Jessica Kirzane, a scholar of Yiddish, discovered a charming children’s book last academic year in the Hanna Holborn Gray Special Collections Research Center. Di Kukavke Tshvitsheravke (The Chirruping Cuckoo), a rhyming Yiddish picture book originally written in Ukrainian, takes the cuckoo to task for laying its eggs in other birds’ nests.
After Kirzane, an assistant instructional professor of Yiddish, discussed the book with her Modern Jewish Civilization class, she shared the cover on Twitter: “A poignant picture book.” That tweet led to a collaborative translation project. Toward Hopeful Skies (Naydus Press, 2022) collects two picture books by the same author: the cuckoo story and one about a crane, Bushl der Vanderer (The Wandering Crane). The trilingual translation—English, Yiddish and Ukrainian—is a fundraiser for HIAS, a refugee resettlement agency.

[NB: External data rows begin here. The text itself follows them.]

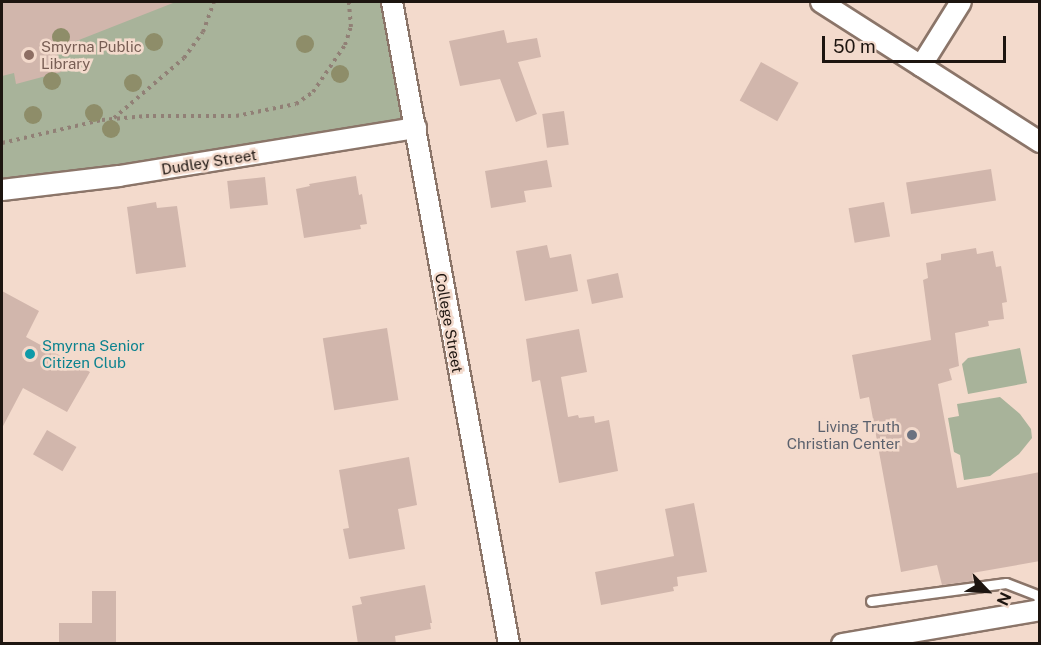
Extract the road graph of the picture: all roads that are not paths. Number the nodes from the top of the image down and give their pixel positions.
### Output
1 (392, 2) edge
2 (821, 2) edge
3 (961, 2) edge
4 (921, 66) junction
5 (416, 128) junction
6 (1040, 142) edge
7 (2, 190) edge
8 (871, 601) dead end
9 (1040, 610) edge
10 (509, 644) edge
11 (842, 644) edge

1 - 5 street, College Street
2 - 4 street
3 - 4 street
4 - 6 street
5 - 7 street, Dudley Street
5 - 10 street, College Street
8 - 9 lane
9 - 11 street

Read about the genesis of this translation project in “A Little Bird Told Me.”
This interview has been edited and condensed.

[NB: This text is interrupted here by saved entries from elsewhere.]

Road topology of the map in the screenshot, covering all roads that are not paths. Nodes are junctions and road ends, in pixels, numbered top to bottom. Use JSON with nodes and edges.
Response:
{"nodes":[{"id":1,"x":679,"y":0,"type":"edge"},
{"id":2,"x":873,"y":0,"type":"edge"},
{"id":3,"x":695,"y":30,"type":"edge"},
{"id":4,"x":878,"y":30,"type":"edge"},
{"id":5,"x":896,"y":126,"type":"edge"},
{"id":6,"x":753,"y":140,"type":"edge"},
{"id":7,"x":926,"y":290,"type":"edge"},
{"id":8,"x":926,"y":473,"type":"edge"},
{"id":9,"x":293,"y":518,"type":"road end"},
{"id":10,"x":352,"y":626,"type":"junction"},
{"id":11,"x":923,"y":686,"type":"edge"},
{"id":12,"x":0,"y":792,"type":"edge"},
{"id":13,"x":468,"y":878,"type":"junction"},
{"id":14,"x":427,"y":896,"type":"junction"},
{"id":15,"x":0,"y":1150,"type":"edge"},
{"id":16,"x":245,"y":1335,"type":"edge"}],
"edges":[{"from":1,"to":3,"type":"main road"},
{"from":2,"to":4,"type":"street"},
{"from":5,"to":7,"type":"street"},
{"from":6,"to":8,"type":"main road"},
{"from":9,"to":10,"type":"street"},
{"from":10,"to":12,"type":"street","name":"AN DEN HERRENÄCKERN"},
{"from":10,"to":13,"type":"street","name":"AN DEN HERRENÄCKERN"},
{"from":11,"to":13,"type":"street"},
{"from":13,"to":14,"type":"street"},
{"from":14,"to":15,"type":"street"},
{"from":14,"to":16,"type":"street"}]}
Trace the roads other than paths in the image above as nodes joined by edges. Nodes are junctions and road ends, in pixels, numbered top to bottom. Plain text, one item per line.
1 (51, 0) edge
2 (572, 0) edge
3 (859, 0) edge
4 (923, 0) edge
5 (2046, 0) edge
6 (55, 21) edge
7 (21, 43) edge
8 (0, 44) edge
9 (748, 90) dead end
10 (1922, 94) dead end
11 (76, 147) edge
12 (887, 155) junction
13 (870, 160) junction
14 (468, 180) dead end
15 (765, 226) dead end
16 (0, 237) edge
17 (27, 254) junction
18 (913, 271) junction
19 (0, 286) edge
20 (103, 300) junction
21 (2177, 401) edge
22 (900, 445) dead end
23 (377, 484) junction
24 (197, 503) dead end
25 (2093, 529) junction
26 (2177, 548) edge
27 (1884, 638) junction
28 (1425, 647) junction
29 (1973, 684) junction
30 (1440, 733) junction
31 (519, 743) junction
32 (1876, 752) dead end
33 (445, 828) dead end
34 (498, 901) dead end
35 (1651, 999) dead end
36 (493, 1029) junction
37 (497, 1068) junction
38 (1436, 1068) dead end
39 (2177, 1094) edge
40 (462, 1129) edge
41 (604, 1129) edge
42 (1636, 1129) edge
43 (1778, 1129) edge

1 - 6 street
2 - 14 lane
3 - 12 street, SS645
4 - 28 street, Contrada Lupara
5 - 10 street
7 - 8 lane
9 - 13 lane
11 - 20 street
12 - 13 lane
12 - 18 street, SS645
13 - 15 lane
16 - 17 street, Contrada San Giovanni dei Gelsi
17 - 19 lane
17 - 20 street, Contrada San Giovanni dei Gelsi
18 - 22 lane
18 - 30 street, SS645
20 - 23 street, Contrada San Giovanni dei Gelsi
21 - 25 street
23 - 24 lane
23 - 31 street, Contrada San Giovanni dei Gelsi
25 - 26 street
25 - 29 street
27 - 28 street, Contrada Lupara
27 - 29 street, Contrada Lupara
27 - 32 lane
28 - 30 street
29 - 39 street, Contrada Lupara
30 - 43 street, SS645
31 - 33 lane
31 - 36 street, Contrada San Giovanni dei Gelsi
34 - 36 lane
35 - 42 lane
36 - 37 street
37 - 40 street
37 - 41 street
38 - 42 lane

Why did you choose to share Di Kukavke Tshvitsheravke with your class?
I had put together a list of items from Special Collections that represented different facets of modern Jewish culture. I thought a children’s book would be interesting. The book was originally published in Ukrainian in the 1920s and translated into Yiddish soon afterward.
It’s in Soviet orthography, so the spelling is a little different from Yiddish publications from New York. I find the images very whimsical. They’re bright and colorful.
Ukrainian Jewish history is a pretty gruesome thing in this period, just after the Russian Civil War, when there was mass murder of Jewish communities. So thinking about that context and then seeing these very happy images … children’s culture is hopeful in a way that other kinds of literary production are not.
How did the early Soviet Union view minority languages? Were they encouraged or suppressed?
It’s a changing landscape of language politics and nationalisms in this period. Ukrainian is very tied to the Ukrainian nationalist movement. Yiddish is tied to its own nationalist movement, which doesn’t have a territory claim but is part of this powder keg of nationalisms.
Early on in the Soviet Union, multilingual, multinational materials that supported Soviet culture were encouraged. That changes later on, when Yiddish is no longer supported by the state. But in this early period, there’s a real flowering of Yiddish literature and other minority national cultures.
The Yiddish picture book rhymes, and your English translation also rhymes. How do you accomplish that as a translator? Did you do a literal translation first?
I don’t like to do what some people call a literal translation first. I don’t think that helps very much for what I’m trying to do, which is to re-create the mood of the poem. It matters more to have the lightheartedness and singsong-iness, rather than the meaning of each individual word.
As I translated, I would give myself, in parentheses, some different words that would make sense. Then I would get to the next line and think what constellation of words could make sense there. I worked slowly.
In one place, you have a sight rhyme: “bother” and “mother.” To me, that imperfect rhyme makes the couplet even more powerful.
A literal translation of that verse would be something like:
Oy, cuckoo, oy, cuckoo,
you mischievous/wanton/shameless/naughty “tshvitsheravke”
(a neologism that means something like, “silly little girl-thing that twitters”)
all you do is sing and pester/get on people’s nerves
you’ve sworn off your children
My finished translation was:
Cuckoo, cuckoo, dearest cuckoo!
Such a naughty bird are you!
All you do is chirp and bother,
You don’t care to be a mother.
I had to change “children” to “mother” to get a rhyme, which is really different. Rather than just leaving her children behind, the bird is leaving behind a whole identity. “You don’t care to be a mother” feels very weighty in our post-Dobbs moment.
Don’t all parents secretly wish to dump the kids in someone else’s nest sometimes?
I have two kids, and I was mothering during the pandemic, teaching from home with the kids at home. There’s something sympathetic about a mom that wants some freedom.